Des drapeaux israéliens brandis à Juba le jour de l’Indépendance…
Fait hautement significatif illustrant cette vieille amitié entre Israéliens et Chrétiens soudanais : Dans les foules en liesse de Juba qui fêtaient le 9 juillet la proclamation du nouvel État – d’ailleurs reconnu par le Nord Soudan puisque son président Omar Al-Bachir y participait lui-même -, plusieurs drapeaux bleus et blancs frappés de l’Étoile de David ont été spontanément brandis en différents endroits ! Des drapeaux israéliens qu’on avait déjà vu apparaître dans plusieurs villages et localités lors de la tenue du référendum.
Et ce, alors qu’à Tel-Aviv une bonne partie des quelque 1.600 réfugiés soudanais vivant en Israël (sur un total de 8.700 ressortissants soudanais entrés clandestinement dans le pays par le Sinaï égyptien) se retrouvaient le lendemain 10 juillet pour fêter, eux aussi dans l’euphorie, la naissance du Sud-Soudan. D’ailleurs l’un d’entre eux, jusque-là simple employé de ménage dans un hôtel d’Eilat, vient d’être nommé… consul du Sud-Soudan à Tel-Aviv !
Notons au passage que cette reconnaissance du Sud-Soudan par Jérusalem intervient alors qu’Israël tente d’empêcher la reconnaissance d’un État palestinien par l’ONU en septembre prochain. La position israélienne consiste à maintenir qu’un État palestinien indépendant ne saurait être établi que suite à des négociations et pas unilatéralement : l’exemple du Sud Soudan est ainsi mis en avant par Jérusalem puisque son indépendance a fait suite à des négociations et à un accord conclu avec le Nord.

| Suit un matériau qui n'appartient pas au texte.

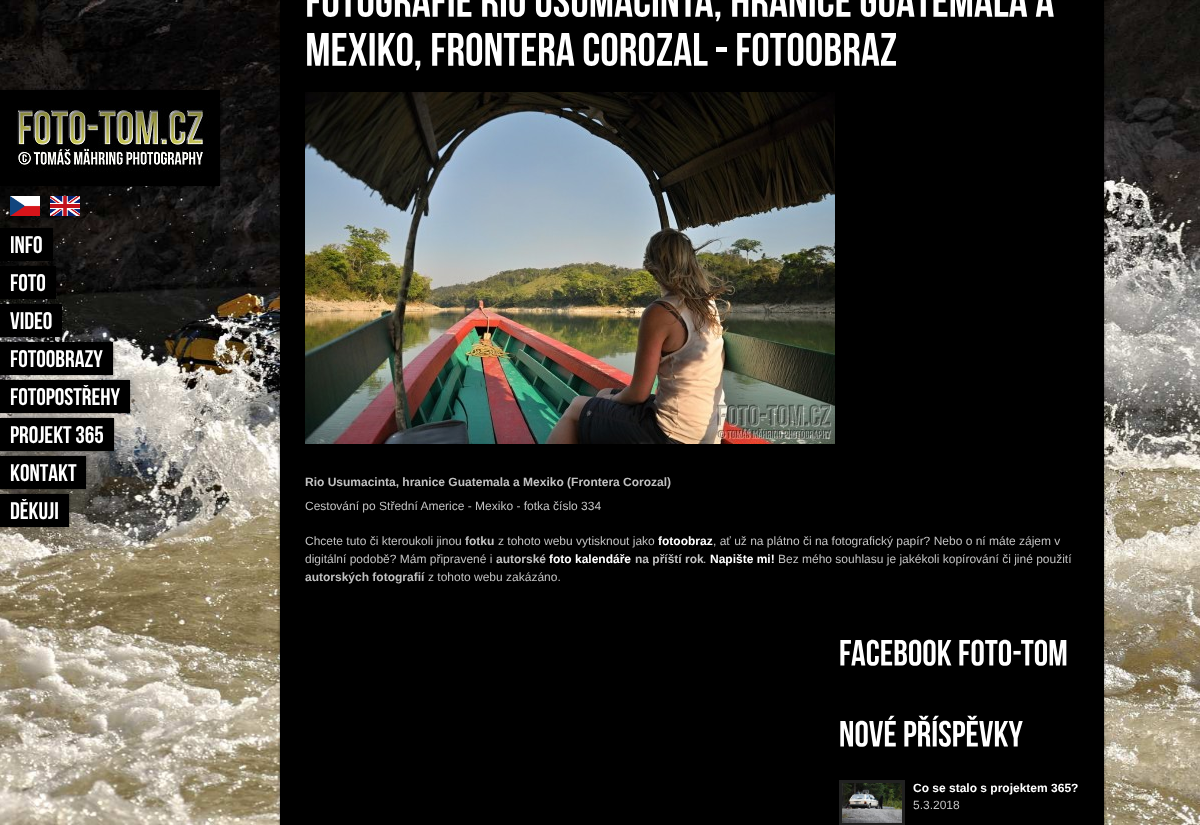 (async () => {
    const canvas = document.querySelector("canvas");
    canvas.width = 1200;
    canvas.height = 825;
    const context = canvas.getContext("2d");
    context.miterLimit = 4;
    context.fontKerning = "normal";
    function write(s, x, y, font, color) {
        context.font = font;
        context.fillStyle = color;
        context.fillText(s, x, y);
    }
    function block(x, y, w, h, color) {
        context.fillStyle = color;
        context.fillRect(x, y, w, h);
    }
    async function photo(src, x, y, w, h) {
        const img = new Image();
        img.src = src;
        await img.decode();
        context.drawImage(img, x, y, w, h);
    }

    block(0, 0, 1200, 825, "rgb(255, 255, 255)");
    await photo("media/1.png", 0, 0, 1200, 825);
    context.fillStyle = "rgba(0, 0, 0, 0.5)";
    context.filter = "blur(1.5px)";
    context.beginPath();
    context.rect(0, 90, 220, 96);
    context.fill();
    context.filter = "none";
    block(0, 90, 220, 96, "rgb(0, 0, 0)");
    await photo("media/2.png", 17, 108, 193, 64);
    await photo("media/3.png", 10, 196, 30, 20);
    await photo("media/4.png", 50, 196, 30, 20);
    context.fillStyle = "rgba(0, 0, 0, 0.5)";
    context.filter = "blur(1.5px)";
    context.beginPath();
    context.rect(0, 228, 53, 33);
    context.fill();
    context.filter = "none";
    block(0, 228, 53, 33, "rgb(0, 0, 0)");
    write("INFO", 10, 253, "24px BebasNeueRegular", "rgb(255, 255, 255)");
    context.fillStyle = "rgba(0, 0, 0, 0.5)";
    context.filter = "blur(1.5px)";
    context.beginPath();
    context.rect(0, 266, 56, 33);
    context.fill();
    context.filter = "none";
    block(0, 266, 56, 33, "rgb(0, 0, 0)");
    write("FOTO", 10, 291, "24px BebasNeueRegular", "rgb(255, 255, 255)");
    context.fillStyle = "rgba(0, 0, 0, 0.5)";
    context.filter = "blur(1.5px)";
    context.beginPath();
    context.rect(0, 304, 62, 33);
    context.fill();
    context.filter = "none";
    block(0, 304, 62, 33, "rgb(0, 0, 0)");
    write("VIDEO", 10, 329, "24px BebasNeueRegular", "rgb(255, 255, 255)");
    context.fillStyle = "rgba(0, 0, 0, 0.5)";
    context.filter = "blur(1.5px)";
    context.beginPath();
    context.rect(0, 342, 113, 33);
    context.fill();
    context.filter = "none";
    block(0, 342, 113, 33, "rgb(0, 0, 0)");
    write("FOTOOBRAZY", 10, 367, "24px BebasNeueRegular", "rgb(255, 255, 255)");
    context.fillStyle = "rgba(0, 0, 0, 0.5)";
    context.filter = "blur(1.5px)";
    context.beginPath();
    context.rect(0, 380, 130, 33);
    context.fill();
    context.filter = "none";
    block(0, 380, 130, 33, "rgb(0, 0, 0)");
    write("FOTOPOSTŘEHY", 10, 405, "24px BebasNeueRegular", "rgb(255, 255, 255)");
    context.fillStyle = "rgba(0, 0, 0, 0.5)";
    context.filter = "blur(1.5px)";
    context.beginPath();
    context.rect(0, 418, 114, 33);
    context.fill();
    context.filter = "none";
    block(0, 418, 114, 33, "rgb(0, 0, 0)");
    write("PROJEKT 365", 10, 443, "24px BebasNeueRegular", "rgb(255, 255, 255)");
    context.fillStyle = "rgba(0, 0, 0, 0.5)";
    context.filter = "blur(1.5px)";
    context.beginPath();
    context.rect(0, 456, 86, 33);
    context.fill();
    context.filter = "none";
    block(0, 456, 86, 33, "rgb(0, 0, 0)");
    write("KONTAKT", 10, 481, "24px BebasNeueRegular", "rgb(255, 255, 255)");
    context.fillStyle = "rgba(0, 0, 0, 0.5)";
    context.filter = "blur(1.5px)";
    context.beginPath();
    context.rect(0, 494, 69, 33);
    context.fill();
    context.filter = "none";
    block(0, 494, 69, 33, "rgb(0, 0, 0)");
    write("DĚKUJI", 10, 519, "24px BebasNeueRegular", "rgb(255, 255, 255)");
    context.fillStyle = "rgba(0, 0, 0, 0.5)";
    context.filter = "blur(1.5px)";
    context.beginPath();
    context.rect(280, -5, 824, 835);
    context.fill();
    context.filter = "none";
    block(280, 0, 824, 825, "rgb(0, 0, 0)");
    await photo("media/5.png", 307, 0, 165, 17);
    await photo("media/6.png", 482, 0, 43, 17);
    await photo("media/7.png", 535, 0, 186, 22);
    await photo("media/8.png", 732, 0, 119, 17);
    await photo("media/9.png", 860, 0, 168, 17);
    await photo("media/10.png", 1035, 0, 19, 17);
    await photo("media/11.png", 307, 32, 114, 39);
    await photo("media/12.png", 432, 32, 143, 34);
    await photo("media/13.png", 583, 32, 125, 34);
    block(716, 47, 11, 5, "rgb(255, 255, 255)");
    await photo("media/14.png", 737, 32, 159, 34);
    await photo("media/15.png", 305, 92, 530, 352);
    write("Rio Usumacinta, hranice Guatemala a Mexiko (Frontera Corozal)", 305, 486, "bold 12px Liberation Sans", "rgb(192, 192, 192)");
    write("Cestování po Střední Americe - Mexiko - fotka číslo 334", 305, 510, "12px Liberation Sans", "rgb(192, 192, 192)");
    write("Chcete tuto či kteroukoli jinou", 305, 545, "12px Liberation Sans", "rgb(192, 192, 192)");
    write("fotku", 465, 545, "bold 12px Liberation Sans", "rgb(192, 192, 192)");
    write("z tohoto webu vytisknout jako", 498, 545, "12px Liberation Sans", "rgb(192, 192, 192)");
    write("fotoobraz", 658, 545, "bold 12px Liberation Sans", "rgb(255, 255, 255)");
    write(", ať už na plátno či na fotografický papír? Nebo o ní máte zájem v", 713, 545, "12px Liberation Sans", "rgb(192, 192, 192)");
    write("digitální podobě? Mám připravené i", 305, 563, "12px Liberation Sans", "rgb(192, 192, 192)");
    write("autorské", 496, 563, "bold 12px Liberation Sans", "rgb(192, 192, 192)");
    write("foto kalendáře", 549, 563, "bold 12px Liberation Sans", "rgb(255, 255, 255)");
    write("na příští rok", 635, 563, "bold 12px Liberation Sans", "rgb(192, 192, 192)");
    write(".", 703, 563, "12px Liberation Sans", "rgb(192, 192, 192)");
    write("Napište mi!", 710, 563, "bold 12px Liberation Sans", "rgb(255, 255, 255)");
    write("Bez mého souhlasu je jakékoli kopírování či jiné použití", 778, 563, "12px Liberation Sans", "rgb(192, 192, 192)");
    write("autorských fotografií", 305, 581, "bold 12px Liberation Sans", "rgb(192, 192, 192)");
    write("z tohoto webu zakázáno.", 428, 581, "12px Liberation Sans", "rgb(192, 192, 192)");
    await photo("media/16.png", 840, 639, 112, 27);
    await photo("media/17.png", 959, 639, 108, 27);
    await photo("media/18.png", 840, 715, 56, 32);
    await photo("media/19.png", 904, 715, 119, 32);
    context.strokeStyle = "rgb(33, 33, 33)";
    context.lineWidth = 3;
    context.strokeRect(840.5, 781.5, 63, 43);
    await photo("media/20.png", 842, 783, 60, 40);
    write("Co se stalo s projektem 365?", 913, 792, "bold 12px Liberation Sans", "rgb(255, 255, 255)");
    write("5.3.2018", 913, 809, "12px Liberation Sans", "rgb(192, 192, 192)");
})(); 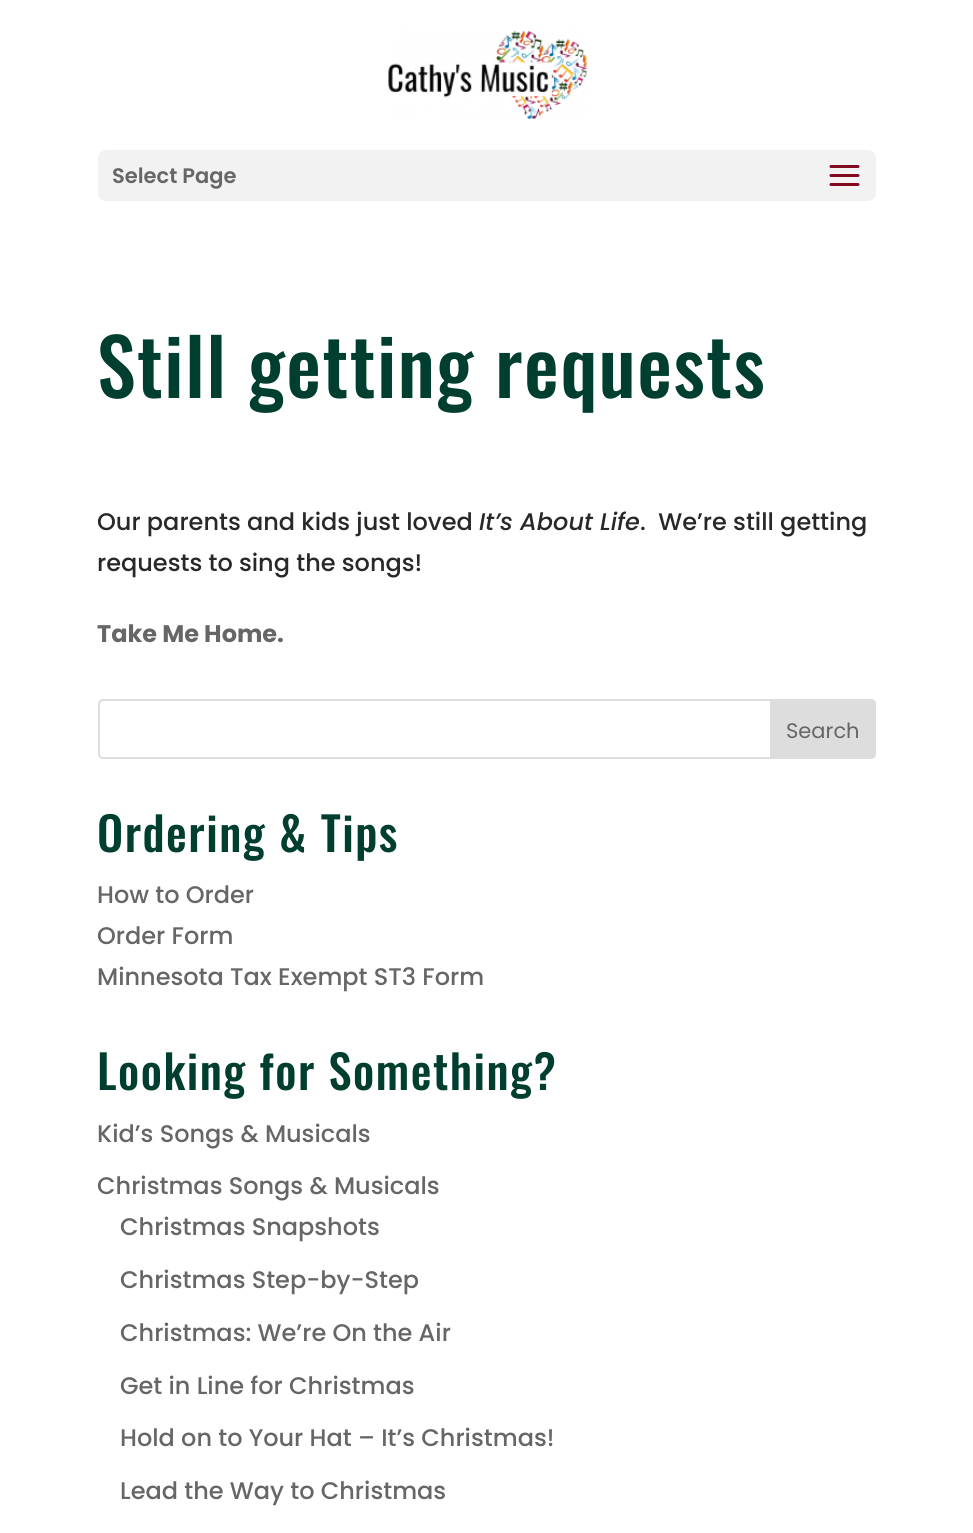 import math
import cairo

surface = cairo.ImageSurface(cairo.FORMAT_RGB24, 973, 1533)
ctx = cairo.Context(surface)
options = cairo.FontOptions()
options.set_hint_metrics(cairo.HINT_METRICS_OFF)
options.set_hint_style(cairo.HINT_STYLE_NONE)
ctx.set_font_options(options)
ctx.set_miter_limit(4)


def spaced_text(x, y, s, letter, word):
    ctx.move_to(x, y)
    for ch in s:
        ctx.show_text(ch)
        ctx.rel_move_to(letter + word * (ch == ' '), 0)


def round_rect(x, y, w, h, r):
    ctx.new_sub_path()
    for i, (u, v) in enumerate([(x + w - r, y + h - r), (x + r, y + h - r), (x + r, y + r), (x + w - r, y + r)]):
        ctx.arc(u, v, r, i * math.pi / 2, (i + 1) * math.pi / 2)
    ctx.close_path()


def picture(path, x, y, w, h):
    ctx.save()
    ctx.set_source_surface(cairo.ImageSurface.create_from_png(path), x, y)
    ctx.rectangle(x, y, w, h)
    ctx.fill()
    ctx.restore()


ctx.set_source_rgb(1, 1, 1)
ctx.paint()
picture("img1.png", 388, 30, 200, 89)
ctx.set_source_rgb(0.949, 0.949, 0.949)
round_rect(98, 150, 778, 51, 8)
ctx.fill()
ctx.select_font_face("Poppins SemiBold")
ctx.set_font_size(21)
ctx.set_source_rgb(0.4, 0.4, 0.4)
ctx.move_to(112, 183)
ctx.show_text("Select Page")
picture("img2.png", 829, 165, 31, 21)
ctx.select_font_face("Oswald Medium")
ctx.set_font_size(78)
ctx.set_source_rgb(0, 0.243, 0.184)
spaced_text(97, 398, "Still getting requests", 1.5, 0)
ctx.select_font_face("Poppins Medium")
ctx.set_font_size(24)
ctx.set_source_rgb(0.157, 0.157, 0.157)
ctx.move_to(97, 530)
ctx.show_text("Our parents and kids just loved")
ctx.select_font_face("Poppins Medium", cairo.FONT_SLANT_ITALIC)
ctx.move_to(479, 530)
ctx.show_text("It’s About Life")
ctx.select_font_face("Poppins Medium")
ctx.move_to(640, 530)
ctx.show_text(".  We’re still getting")
ctx.move_to(97, 571)
ctx.show_text("requests to sing the songs!")
ctx.select_font_face("Poppins", cairo.FONT_SLANT_NORMAL, cairo.FONT_WEIGHT_BOLD)
ctx.set_source_rgb(0.4, 0.4, 0.4)
ctx.move_to(97, 642)
ctx.show_text("Take Me Home.")
round_rect(99, 700, 776, 58, 4)
ctx.set_source_rgb(0.867, 0.867, 0.867)
ctx.stroke()
ctx.new_path()
ctx.move_to(771, 700)
ctx.line_to(871, 700)
ctx.curve_to(873, 700, 875, 702, 875, 704)
ctx.line_to(875, 754)
ctx.curve_to(875, 756, 873, 758, 871, 758)
ctx.line_to(771, 758)
ctx.close_path()
ctx.fill_preserve()
ctx.stroke()
ctx.select_font_face("Poppins")
ctx.set_font_size(21)
ctx.set_source_rgb(0.4, 0.4, 0.4)
ctx.move_to(786, 738)
ctx.show_text("Search")
ctx.select_font_face("Oswald Medium")
ctx.set_font_size(46.5)
ctx.set_source_rgb(0, 0.243, 0.184)
spaced_text(97, 852, "Ordering & Tips", 1.5, 0)
ctx.select_font_face("Poppins Medium")
ctx.set_font_size(24)
ctx.set_source_rgb(0.4, 0.4, 0.4)
ctx.move_to(97, 903)
ctx.show_text("How to Order")
ctx.move_to(97, 944)
ctx.show_text("Order Form")
ctx.move_to(97, 985)
ctx.show_text("Minnesota Tax Exempt ST3 Form")
ctx.select_font_face("Oswald Medium")
ctx.set_font_size(46.5)
ctx.set_source_rgb(0, 0.243, 0.184)
spaced_text(97, 1090, "Looking for Something?", 1.5, 0)
ctx.select_font_face("Poppins Medium")
ctx.set_font_size(24)
ctx.set_source_rgb(0.4, 0.4, 0.4)
ctx.move_to(97, 1142)
ctx.show_text("Kid’s Songs & Musicals")
ctx.move_to(97, 1194)
ctx.show_text("Christmas Songs & Musicals")
ctx.move_to(120, 1235)
ctx.show_text("Christmas Snapshots")
ctx.move_to(120, 1288)
ctx.show_text("Christmas Step-by-Step")
ctx.move_to(120, 1341)
ctx.show_text("Christmas: We’re On the Air")
ctx.move_to(120, 1394)
ctx.show_text("Get in Line for Christmas")
ctx.move_to(120, 1446)
ctx.show_text("Hold on to Your Hat – It’s Christmas!")
ctx.move_to(120, 1499)
ctx.show_text("Lead the Way to Christmas")
surface.write_to_png("page.png")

Une situation géopolitique déterminante dans la région
Outre le fait que le Sud-Soudan à dominante chrétienne ouvre une brèche dans la ceinture jusque-là presque hermétique des pays musulmans intégristes du nord-est et de de la Corne orientale de l’Afrique (voir l’interview du Dr Jacques Nériah), l’orientation plutôt libérale et pro-occidentale de son gouvernement pourrait servir de contrepoids, voire d’exemple à suivre pour nombre de pays africains voisins en pleine évolution et lassés de l’autoritarisme désuet de la domination islamique…
De plus, 75 % des réserves pétrolières soudanaises se trouvent justement au Sud-Soudan qui hérite ainsi d’une gigantesque réserve potentielle de 6,5 milliards de barils. Si bien que ce nouvel État apparaît déjà comme le 3e producteur de pétrole en Afrique après le Nigéria et l’Angola. D’ailleurs, afin de trouver un débouché sur la mer, le Sud-Soudan, jusque-là totalement enclavé, a passé tout récemment un accord avec le Kenya pour disposer d’un port sur l’Océan Indien. De plus, un pipeline sera raccordé au réseau kényan pour permettre les exportations de son importante production pétrolière : ce pétrole brut alimentera la grande raffinerie de Lamu près de Mombasa au Kenya. Un projet gigantesque pour les infrastructures duquel la Banque mondiale a d’ores et déjà accordé un budget de 75 millions de dollars !
D’importantes perspectives économiques
Alors que de nombreux experts venus d’Israël sont déjà présents au Sud-Soudan, notamment dans les domaines de l’agriculture en terre aride et de projets de construction de plusieurs grosses infrastructures (routes, hôpitaux et aéroports), plusieurs hommes d’affaires israéliens sont déjà entrés en contact avec leurs homologues sud-soudanais et les nouvelles autorités de Juba pour le lancement de programmes hôteliers – dont la construction d’un établissement de luxe dans la capitale – et aussi commerciaux, comme la mise en place d’une ligne aérienne Tel-Aviv/Juba-Nairobi qui serait exploitée par la compagnie El Al.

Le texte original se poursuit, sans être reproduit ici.